The Vita Blog June 2022

  1. PCORI Fees Are Still Alive and Well

    System Administrator – Mon, 13 Jun 2022 15:00:00 GMT – 0
    The IRS has just released IRS Notice 2022-4 which announced the annual update to PCORI fees. PCORI fees were instituted as part of the ACA and fund the Patient-Centered Outcomes Research Institute. The new fee applies for health plan years ending on or after October 1, 2021, and before October 1, 2022 (which includes 2021 calendar year plans). The fee increased by $0.13 to $2.79 per covered individual.

    PCORI fees are based on the average number of lives (not employees) covered by a health plan or policy.
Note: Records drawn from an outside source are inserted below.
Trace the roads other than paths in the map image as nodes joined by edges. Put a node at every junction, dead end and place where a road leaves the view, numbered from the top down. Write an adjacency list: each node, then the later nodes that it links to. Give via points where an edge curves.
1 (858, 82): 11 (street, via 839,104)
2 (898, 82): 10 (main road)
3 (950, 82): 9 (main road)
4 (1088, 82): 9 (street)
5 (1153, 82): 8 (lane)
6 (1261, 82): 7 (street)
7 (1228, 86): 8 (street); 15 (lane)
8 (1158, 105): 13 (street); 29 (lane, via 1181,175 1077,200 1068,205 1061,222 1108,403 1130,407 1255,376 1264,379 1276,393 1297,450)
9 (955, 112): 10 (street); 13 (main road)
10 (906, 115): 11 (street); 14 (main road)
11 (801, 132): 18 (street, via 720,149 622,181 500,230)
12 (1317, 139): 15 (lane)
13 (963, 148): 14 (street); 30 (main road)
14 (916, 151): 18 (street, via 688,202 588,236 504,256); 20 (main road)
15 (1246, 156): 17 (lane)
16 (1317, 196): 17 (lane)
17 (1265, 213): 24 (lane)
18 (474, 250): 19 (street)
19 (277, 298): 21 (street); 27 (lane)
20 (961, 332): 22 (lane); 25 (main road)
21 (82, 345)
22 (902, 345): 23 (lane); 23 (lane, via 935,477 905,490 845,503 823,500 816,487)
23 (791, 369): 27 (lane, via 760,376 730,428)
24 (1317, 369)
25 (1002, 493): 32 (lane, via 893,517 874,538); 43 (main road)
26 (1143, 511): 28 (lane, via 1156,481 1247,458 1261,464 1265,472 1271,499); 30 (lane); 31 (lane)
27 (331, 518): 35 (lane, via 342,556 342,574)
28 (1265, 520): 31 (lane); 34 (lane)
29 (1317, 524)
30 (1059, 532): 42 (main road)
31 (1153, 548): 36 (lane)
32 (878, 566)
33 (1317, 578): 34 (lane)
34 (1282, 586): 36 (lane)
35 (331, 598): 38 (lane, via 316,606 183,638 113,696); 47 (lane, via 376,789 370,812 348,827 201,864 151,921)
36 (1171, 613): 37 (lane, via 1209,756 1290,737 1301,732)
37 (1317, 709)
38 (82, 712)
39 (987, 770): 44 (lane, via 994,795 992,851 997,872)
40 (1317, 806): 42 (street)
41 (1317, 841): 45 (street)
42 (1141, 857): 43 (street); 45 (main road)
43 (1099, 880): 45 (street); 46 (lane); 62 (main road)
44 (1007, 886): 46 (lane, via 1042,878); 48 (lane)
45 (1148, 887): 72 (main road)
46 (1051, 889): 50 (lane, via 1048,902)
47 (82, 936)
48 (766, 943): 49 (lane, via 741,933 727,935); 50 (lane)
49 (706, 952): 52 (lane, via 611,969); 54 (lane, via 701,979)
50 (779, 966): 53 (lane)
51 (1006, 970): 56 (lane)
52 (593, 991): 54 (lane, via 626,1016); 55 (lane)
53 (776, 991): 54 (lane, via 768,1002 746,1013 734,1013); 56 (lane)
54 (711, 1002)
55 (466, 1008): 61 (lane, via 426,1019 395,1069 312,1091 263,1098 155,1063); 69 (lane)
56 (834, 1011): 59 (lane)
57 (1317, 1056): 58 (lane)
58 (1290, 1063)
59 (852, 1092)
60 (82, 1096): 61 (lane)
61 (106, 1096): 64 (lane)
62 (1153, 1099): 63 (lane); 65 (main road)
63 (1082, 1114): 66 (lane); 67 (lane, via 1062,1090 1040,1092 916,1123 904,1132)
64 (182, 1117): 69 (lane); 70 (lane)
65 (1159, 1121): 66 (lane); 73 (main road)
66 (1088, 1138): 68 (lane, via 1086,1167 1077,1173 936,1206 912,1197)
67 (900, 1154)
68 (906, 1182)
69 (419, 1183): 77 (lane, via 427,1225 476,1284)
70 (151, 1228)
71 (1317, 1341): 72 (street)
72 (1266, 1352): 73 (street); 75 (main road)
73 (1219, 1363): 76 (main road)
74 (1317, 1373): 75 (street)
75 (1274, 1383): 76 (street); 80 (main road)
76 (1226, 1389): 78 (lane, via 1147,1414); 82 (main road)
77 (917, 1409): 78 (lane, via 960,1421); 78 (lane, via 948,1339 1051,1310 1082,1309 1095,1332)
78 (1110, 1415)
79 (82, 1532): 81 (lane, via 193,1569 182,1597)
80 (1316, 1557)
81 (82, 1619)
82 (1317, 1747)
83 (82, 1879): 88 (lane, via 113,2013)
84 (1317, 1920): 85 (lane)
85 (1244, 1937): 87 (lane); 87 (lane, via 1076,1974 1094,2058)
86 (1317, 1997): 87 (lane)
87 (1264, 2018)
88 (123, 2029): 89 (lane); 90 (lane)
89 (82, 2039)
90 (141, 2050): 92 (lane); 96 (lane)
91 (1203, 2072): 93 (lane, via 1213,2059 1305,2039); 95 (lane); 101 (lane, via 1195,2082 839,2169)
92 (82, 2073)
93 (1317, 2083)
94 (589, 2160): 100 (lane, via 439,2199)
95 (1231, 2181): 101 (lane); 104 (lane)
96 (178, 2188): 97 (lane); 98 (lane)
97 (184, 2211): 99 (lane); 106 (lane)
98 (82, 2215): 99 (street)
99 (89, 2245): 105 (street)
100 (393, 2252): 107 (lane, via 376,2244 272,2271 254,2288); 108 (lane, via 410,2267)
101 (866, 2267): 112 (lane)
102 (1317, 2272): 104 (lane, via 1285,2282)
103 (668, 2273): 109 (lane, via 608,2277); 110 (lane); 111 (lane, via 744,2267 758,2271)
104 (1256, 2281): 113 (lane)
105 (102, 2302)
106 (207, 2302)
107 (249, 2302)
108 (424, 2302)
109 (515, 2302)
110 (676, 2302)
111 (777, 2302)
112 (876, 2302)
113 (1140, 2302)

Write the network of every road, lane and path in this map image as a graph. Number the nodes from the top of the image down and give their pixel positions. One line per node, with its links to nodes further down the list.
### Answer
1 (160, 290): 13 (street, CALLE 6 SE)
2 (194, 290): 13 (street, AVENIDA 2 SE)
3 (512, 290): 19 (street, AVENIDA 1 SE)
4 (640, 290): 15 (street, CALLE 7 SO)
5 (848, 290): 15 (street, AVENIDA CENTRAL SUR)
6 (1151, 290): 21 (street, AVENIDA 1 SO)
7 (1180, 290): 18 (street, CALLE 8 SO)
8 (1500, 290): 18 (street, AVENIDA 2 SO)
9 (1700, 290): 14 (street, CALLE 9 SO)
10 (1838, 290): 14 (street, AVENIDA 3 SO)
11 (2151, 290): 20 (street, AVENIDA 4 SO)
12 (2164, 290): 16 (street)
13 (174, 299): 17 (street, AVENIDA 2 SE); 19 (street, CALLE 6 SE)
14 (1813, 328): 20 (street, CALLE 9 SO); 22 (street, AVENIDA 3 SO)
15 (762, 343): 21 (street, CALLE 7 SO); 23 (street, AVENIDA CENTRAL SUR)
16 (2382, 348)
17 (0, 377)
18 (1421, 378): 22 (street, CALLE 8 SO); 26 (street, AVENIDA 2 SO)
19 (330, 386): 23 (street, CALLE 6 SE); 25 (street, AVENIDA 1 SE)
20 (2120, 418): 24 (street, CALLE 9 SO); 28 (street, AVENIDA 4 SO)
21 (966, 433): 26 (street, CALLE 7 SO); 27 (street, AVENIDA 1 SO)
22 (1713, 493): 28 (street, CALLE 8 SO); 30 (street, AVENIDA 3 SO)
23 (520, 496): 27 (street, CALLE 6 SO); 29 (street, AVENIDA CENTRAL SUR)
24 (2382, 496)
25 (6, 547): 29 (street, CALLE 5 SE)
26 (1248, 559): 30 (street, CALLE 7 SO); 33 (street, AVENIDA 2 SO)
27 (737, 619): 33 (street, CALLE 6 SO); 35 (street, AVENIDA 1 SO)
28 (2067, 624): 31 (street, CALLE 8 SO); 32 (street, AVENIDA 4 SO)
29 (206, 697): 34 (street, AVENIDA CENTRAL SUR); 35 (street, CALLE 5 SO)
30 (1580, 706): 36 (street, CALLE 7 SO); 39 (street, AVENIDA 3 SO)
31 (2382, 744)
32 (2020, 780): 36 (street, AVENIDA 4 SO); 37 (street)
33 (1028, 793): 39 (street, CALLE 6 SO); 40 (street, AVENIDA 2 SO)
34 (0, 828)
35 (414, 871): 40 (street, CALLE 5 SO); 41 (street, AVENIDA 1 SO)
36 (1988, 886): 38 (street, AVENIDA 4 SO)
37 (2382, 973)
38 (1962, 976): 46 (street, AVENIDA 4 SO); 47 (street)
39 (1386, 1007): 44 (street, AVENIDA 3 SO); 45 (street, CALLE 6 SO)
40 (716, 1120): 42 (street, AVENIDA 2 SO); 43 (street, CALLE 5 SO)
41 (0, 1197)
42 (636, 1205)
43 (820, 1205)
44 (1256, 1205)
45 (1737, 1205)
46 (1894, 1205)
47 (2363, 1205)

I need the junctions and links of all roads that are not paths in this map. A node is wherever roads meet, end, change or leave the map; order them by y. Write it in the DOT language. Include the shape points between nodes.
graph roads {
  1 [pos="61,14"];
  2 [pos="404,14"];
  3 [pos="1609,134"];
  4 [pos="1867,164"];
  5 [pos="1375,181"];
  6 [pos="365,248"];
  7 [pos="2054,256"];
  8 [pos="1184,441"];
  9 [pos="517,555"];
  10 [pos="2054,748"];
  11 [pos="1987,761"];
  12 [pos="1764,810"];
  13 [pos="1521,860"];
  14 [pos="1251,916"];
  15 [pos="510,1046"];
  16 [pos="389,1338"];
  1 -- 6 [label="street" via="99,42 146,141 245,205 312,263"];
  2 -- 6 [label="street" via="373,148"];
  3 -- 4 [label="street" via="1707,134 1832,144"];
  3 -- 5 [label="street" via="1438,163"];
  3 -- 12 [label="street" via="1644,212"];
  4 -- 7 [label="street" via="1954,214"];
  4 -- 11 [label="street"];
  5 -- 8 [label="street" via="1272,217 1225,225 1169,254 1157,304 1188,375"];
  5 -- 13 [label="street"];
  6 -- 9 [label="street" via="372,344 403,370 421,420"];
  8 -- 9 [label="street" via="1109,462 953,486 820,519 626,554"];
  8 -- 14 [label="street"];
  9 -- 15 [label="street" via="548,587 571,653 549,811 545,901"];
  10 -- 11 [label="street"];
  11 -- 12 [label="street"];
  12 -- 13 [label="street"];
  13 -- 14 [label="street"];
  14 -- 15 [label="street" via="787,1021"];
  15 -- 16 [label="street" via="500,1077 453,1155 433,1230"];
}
    For 2021 plans, fees are to be reported and paid annually to the IRS by August 1, 2022, via the second quarter Form 720. (Normally, the deadline is July 31st, but this year it falls on a Sunday.)
     

    10-Year Extension of PCORI Fees

    Originally, PCORI fees were set to sunset plan years ending after September 2019. However, Congress extended these fees for an additional 10 years (through September 30, 2029) as part of the Further Consolidated Appropriations Act of 2020.
     

    Which Plans Are Subject?

    It is generally known that Employer sponsored health plans are subject to the PCORI fees, but common questions exist as to who “pays” the fee from a practical standpoint and which plans are subject to the fees. The following is a high-level overview, as well as a link to a detailed chart, put together by the IRS which addresses essentially every scenario:
     
    • Fully Insured Plans: Paid and filed by the insurance carrier (fees subsumed in premiums)  
    • Self-Insured Plans: Paid and filed by the employer plan sponsor
    • HRA Plans (Integrated with Fully Insured Health Plan): If integrated with fully insured plan, Employer must pay and file (because it is considered a stand-alone self-funded plan)
    • HRA Plans (Integrated with Self-Insured Health Plan): No payment or filing required (because it is considered part of the underlying self-funded plan)
    • HRA Plans (EBHRA): Paid and filed by Employer plan sponsor
    • COBRA Participants: COBRA participants are to be counted as part of the underlying participant count of the health plan. Who pays and files for COBRA participants follows the process outlined above for fully insured or self-insured plans.
    • Stop-Loss Policies: No payment or filing requirement
    • Detailed IRS Listing
     

    Calculating PCORI Fees

    The IRS provides employers with several options for determining the average number of covered lives under their plan. Note that the fee is not calculated based on the number of employees covered under the plan. Rather, each employee, spouse and child dependent covered by the health plan is counted. The PCORI fee is sometimes known as a “Belly Button” fee because it is calculated by counting each belly button, not each employee. The IRS has stated employers may use any of the following methods to calculate the average number of covered lives under their plan:
     
    • Actual Count Method: Add the total of lives covered for each day of the year and divide by the total number of days in the plan year. (This is a cumbersome method and used by very few employers.)
    • Snapshot Method: Add the total lives covered on one date in each quarter of the plan year. Average the totals for each of the four dates.
    • Snapshot Factor Method: Similar to the snapshot method, on one date each quarter, count participants with self-only coverage as one life and count those with coverage other than self-only as 2.35 lives. Average the totals for each of the four dates.
    • Form 5500 Method: Use a reasonable formula to approximate the actual lives covered that includes the number of participants reported on the Form 5500 for the plan year. Typically, the average of the number of participants on the first day and the last day of the plan year is used. (This method cannot be used with 5500 extensions.)
     

    Reporting and Paying the Fee

    PCORI fees are reported and paid as part of the second quarter Form 720. The Form 720 is typically filed quarterly. However, PCORI fees are reported and paid annually, and fees are “dropped into” the second quarter’s filing of Form 720. Payment is due no later than July 31 of the calendar year immediately following the last day of the plan year. For example, PCORI fees for calendar year 2021 plans are due on July 31, 2022. Plan sponsors who must pay the PCORI fee but are not otherwise required to report any other liabilities on Form 720 are only required file Form 720 only once a year (for the second quarter). No other filing is required in the first, third or fourth quarters of the year. Deposits are not required for PCORI fees, so plan sponsors are not required to pay the fee using EFTPS.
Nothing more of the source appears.